We had an interesting discussion going on in #core-dapps on Slack. It sort of went like this:
Dev: Can we release our new coffee flavor?
PM: Generally it needs to be user validated in some way.
QA: Do we need UX input?
Dev: I’ve heard from users they want this new flavor. And being a user myself I also believe this new flavour is better. Also, you don’t have to drink it.
PM: Time is an investment as well. We should spend time on issues we validated.
Community Manager: I’ve heard it too!
PM: Cool, more feedback. Let’s release this flavour.
So what if we want to release another coffee flavor, or maybe a machine. How do we decide? How much feedback is enough? Should we merge only after UX has been involved? Should we start working on features only after we receive input from UX/UXR?
The following are criteria that flowed from our discussion to guide what a given swarm should work on when their work impacts the User Experience directly.
New feature adoption criteria
- Work on problems that impact our goals.
- Work on things that will help us learn about usage and users.
This then leaves the question of whether and when input from UX/UXR is required. The answer that followed our discussion is actually: Never. But wait, you do need something else: a Design Process.
We build our product together, meaning, we create the user experience together. And while we’re at it. We create the experience together with the birds, the trees and anyone else out there working on similar products that shape people’s expectations. No user experience is created in isolation and it therefore feels kind of funny that we would trust one ‘UX team’ to control it. Simply not possible.

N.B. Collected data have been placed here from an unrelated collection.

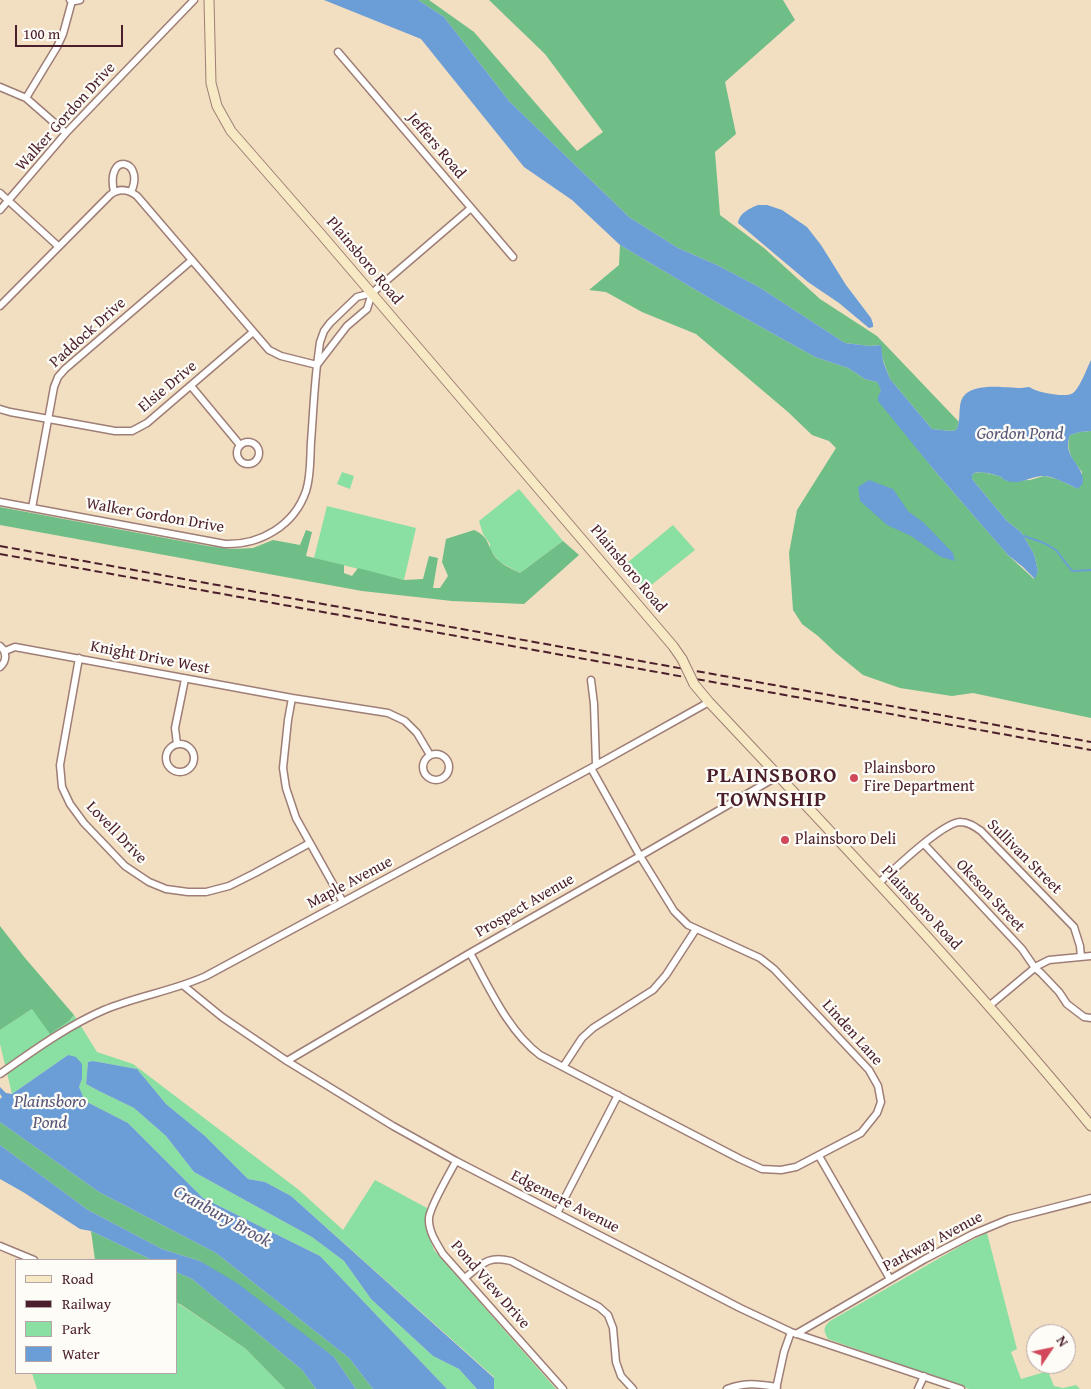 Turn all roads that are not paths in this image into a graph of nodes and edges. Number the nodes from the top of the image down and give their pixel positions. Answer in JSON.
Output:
{"nodes":[{"id":1,"x":71,"y":0,"type":"edge"},
{"id":2,"x":80,"y":0,"type":"edge"},
{"id":3,"x":194,"y":0,"type":"edge"},
{"id":4,"x":209,"y":0,"type":"edge"},
{"id":5,"x":338,"y":52,"type":"dead end"},
{"id":6,"x":0,"y":87,"type":"edge"},
{"id":7,"x":26,"y":98,"type":"junction"},
{"id":8,"x":66,"y":133,"type":"junction"},
{"id":9,"x":114,"y":192,"type":"junction"},
{"id":10,"x":131,"y":192,"type":"junction"},
{"id":11,"x":0,"y":193,"type":"edge"},
{"id":12,"x":9,"y":201,"type":"junction"},
{"id":13,"x":471,"y":208,"type":"junction"},
{"id":14,"x":0,"y":210,"type":"edge"},
{"id":15,"x":58,"y":246,"type":"junction"},
{"id":16,"x":513,"y":256,"type":"dead end"},
{"id":17,"x":192,"y":260,"type":"junction"},
{"id":18,"x":372,"y":293,"type":"junction"},
{"id":19,"x":0,"y":306,"type":"edge"},
{"id":20,"x":253,"y":332,"type":"junction"},
{"id":21,"x":317,"y":365,"type":"junction"},
{"id":22,"x":191,"y":386,"type":"junction"},
{"id":23,"x":0,"y":409,"type":"edge"},
{"id":24,"x":48,"y":419,"type":"junction"},
{"id":25,"x":240,"y":445,"type":"dead end"},
{"id":26,"x":0,"y":502,"type":"edge"},
{"id":27,"x":32,"y":508,"type":"junction"},
{"id":28,"x":2,"y":648,"type":"edge"},
{"id":29,"x":79,"y":658,"type":"junction"},
{"id":30,"x":0,"y":667,"type":"edge"},
{"id":31,"x":186,"y":679,"type":"junction"},
{"id":32,"x":591,"y":680,"type":"dead end"},
{"id":33,"x":292,"y":698,"type":"junction"},
{"id":34,"x":709,"y":702,"type":"junction"},
{"id":35,"x":177,"y":744,"type":"junction"},
{"id":36,"x":430,"y":755,"type":"junction"},
{"id":37,"x":593,"y":767,"type":"junction"},
{"id":38,"x":778,"y":776,"type":"junction"},
{"id":39,"x":310,"y":843,"type":"junction"},
{"id":40,"x":924,"y":844,"type":"junction"},
{"id":41,"x":640,"y":856,"type":"junction"},
{"id":42,"x":878,"y":884,"type":"junction"},
{"id":43,"x":343,"y":902,"type":"junction"},
{"id":44,"x":696,"y":929,"type":"junction"},
{"id":45,"x":470,"y":953,"type":"junction"},
{"id":46,"x":1091,"y":956,"type":"edge"},
{"id":47,"x":1080,"y":957,"type":"junction"},
{"id":48,"x":1035,"y":968,"type":"junction"},
{"id":49,"x":184,"y":986,"type":"junction"},
{"id":50,"x":989,"y":1006,"type":"junction"},
{"id":51,"x":1091,"y":1018,"type":"edge"},
{"id":52,"x":287,"y":1061,"type":"junction"},
{"id":53,"x":563,"y":1067,"type":"junction"},
{"id":54,"x":0,"y":1074,"type":"edge"},
{"id":55,"x":618,"y":1095,"type":"junction"},
{"id":56,"x":1091,"y":1126,"type":"edge"},
{"id":57,"x":819,"y":1156,"type":"junction"},
{"id":58,"x":456,"y":1161,"type":"junction"},
{"id":59,"x":1091,"y":1198,"type":"edge"},
{"id":60,"x":557,"y":1214,"type":"junction"},
{"id":61,"x":0,"y":1246,"type":"edge"},
{"id":62,"x":32,"y":1259,"type":"edge"},
{"id":63,"x":465,"y":1278,"type":"junction"},
{"id":64,"x":890,"y":1279,"type":"junction"},
{"id":65,"x":794,"y":1332,"type":"junction"},
{"id":66,"x":924,"y":1376,"type":"junction"},
{"id":67,"x":776,"y":1388,"type":"edge"},
{"id":68,"x":563,"y":1389,"type":"edge"},
{"id":69,"x":633,"y":1389,"type":"edge"},
{"id":70,"x":727,"y":1389,"type":"edge"},
{"id":71,"x":918,"y":1389,"type":"edge"},
{"id":72,"x":962,"y":1389,"type":"edge"}],
"edges":[{"from":1,"to":2,"type":"street"},
{"from":1,"to":7,"type":"street"},
{"from":3,"to":8,"type":"street","name":"Walker Gordon Drive"},
{"from":4,"to":18,"type":"street","name":"Plainsboro Road"},
{"from":5,"to":13,"type":"street","name":"Jeffers Road"},
{"from":6,"to":7,"type":"street"},
{"from":7,"to":8,"type":"street"},
{"from":8,"to":12,"type":"street","name":"Walker Gordon Drive"},
{"from":9,"to":10,"type":"street"},
{"from":9,"to":10,"type":"street"},
{"from":9,"to":15,"type":"street"},
{"from":10,"to":17,"type":"street"},
{"from":11,"to":12,"type":"street"},
{"from":12,"to":14,"type":"street","name":"Walker Gordon Drive"},
{"from":12,"to":15,"type":"street"},
{"from":13,"to":16,"type":"street","name":"Jeffers Road"},
{"from":13,"to":18,"type":"street"},
{"from":15,"to":19,"type":"street"},
{"from":17,"to":20,"type":"street"},
{"from":17,"to":24,"type":"street","name":"Paddock Drive"},
{"from":18,"to":21,"type":"street"},
{"from":18,"to":21,"type":"street","name":"Walker Gordon Drive"},
{"from":18,"to":34,"type":"street","name":"Plainsboro Road","bridge":true},
{"from":20,"to":21,"type":"street"},
{"from":20,"to":22,"type":"street","name":"Elsie Drive"},
{"from":21,"to":27,"type":"street","name":"Walker Gordon Drive"},
{"from":22,"to":24,"type":"street","name":"Elsie Drive"},
{"from":22,"to":25,"type":"street"},
{"from":23,"to":24,"type":"street","name":"Elsie Drive"},
{"from":24,"to":27,"type":"street","name":"Paddock Drive"},
{"from":26,"to":27,"type":"street","name":"Walker Gordon Drive"},
{"from":28,"to":29,"type":"street","name":"Knight Drive West"},
{"from":28,"to":30,"type":"street"},
{"from":29,"to":31,"type":"street","name":"Knight Drive West"},
{"from":29,"to":39,"type":"street","name":"Lovell Drive"},
{"from":31,"to":33,"type":"street","name":"Knight Drive West"},
{"from":31,"to":35,"type":"street"},
{"from":32,"to":37,"type":"street"},
{"from":33,"to":36,"type":"street","name":"Knight Drive West"},
{"from":33,"to":39,"type":"street"},
{"from":34,"to":37,"type":"street","name":"Maple Avenue"},
{"from":34,"to":38,"type":"street","name":"Plainsboro Road"},
{"from":35,"to":35,"type":"street"},
{"from":36,"to":36,"type":"street"},
{"from":37,"to":41,"type":"street","name":"Linden Lane"},
{"from":37,"to":43,"type":"street","name":"Maple Avenue"},
{"from":38,"to":41,"type":"street","name":"Prospect Avenue"},
{"from":38,"to":42,"type":"street","name":"Plainsboro Road"},
{"from":39,"to":43,"type":"street"},
{"from":40,"to":42,"type":"street","name":"Sullivan Street"},
{"from":40,"to":47,"type":"street","name":"Sullivan Street"},
{"from":40,"to":48,"type":"street","name":"Okeson Street"},
{"from":41,"to":44,"type":"street","name":"Linden Lane"},
{"from":41,"to":45,"type":"street","name":"Prospect Avenue"},
{"from":42,"to":50,"type":"street","name":"Plainsboro Road"},
{"from":43,"to":49,"type":"street","name":"Maple Avenue"},
{"from":44,"to":53,"type":"street"},
{"from":44,"to":57,"type":"street","name":"Linden Lane"},
{"from":45,"to":52,"type":"street","name":"Prospect Avenue"},
{"from":45,"to":53,"type":"street","name":"Linden Lane"},
{"from":46,"to":47,"type":"street"},
{"from":47,"to":48,"type":"street"},
{"from":48,"to":50,"type":"street"},
{"from":48,"to":51,"type":"street","name":"Okeson Street"},
{"from":49,"to":52,"type":"street","name":"Edgemere Avenue"},
{"from":49,"to":54,"type":"street","name":"Maple Avenue"},
{"from":50,"to":56,"type":"street","name":"Plainsboro Road"},
{"from":52,"to":58,"type":"street","name":"Edgemere Avenue"},
{"from":53,"to":55,"type":"street","name":"Linden Lane"},
{"from":55,"to":57,"type":"street","name":"Linden Lane"},
{"from":55,"to":60,"type":"street"},
{"from":57,"to":64,"type":"street"},
{"from":58,"to":60,"type":"street","name":"Edgemere Avenue"},
{"from":58,"to":63,"type":"street","name":"Pond View Drive"},
{"from":59,"to":64,"type":"street","name":"Parkway Avenue"},
{"from":60,"to":65,"type":"street","name":"Edgemere Avenue"},
{"from":61,"to":62,"type":"street"},
{"from":63,"to":68,"type":"street","name":"Pond View Drive"},
{"from":63,"to":69,"type":"street"},
{"from":64,"to":65,"type":"street","name":"Parkway Avenue"},
{"from":65,"to":66,"type":"street","name":"Edgemere Avenue"},
{"from":65,"to":67,"type":"street"},
{"from":66,"to":71,"type":"street"},
{"from":66,"to":72,"type":"street","name":"Edgemere Avenue"},
{"from":67,"to":70,"type":"street"}]}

That said, at times there is a stronger need for a solid Design Process. Typically, people in the design team have built a routine and intuition for this process. Therefore it makes sense, but is not necesary, to involve them.
Here’s when in my view it makes sense to follow a more extensive Design Process (Learn, Design, Build, Measure, Repeat)
Guidance for when to use an extensive Design Process
When First time right is important. This depends on:
- Type of feature (Essential, Frequently used, High risk)
- Demand (Multiple users accross multiple platforms request it)
- Potential reach (number of potential users affected >80%)
- Dev risk (Risk of having to rebuild when the feature isn’t well-received or leads to usability issues)
- Purpose of the feature. (When we are actively trying to learn something through experimentation with several designs and implementations)
What do you think? Are there other situations in which we need a design process? Do you agree with the premise that we’re all responsible for the UX of our products?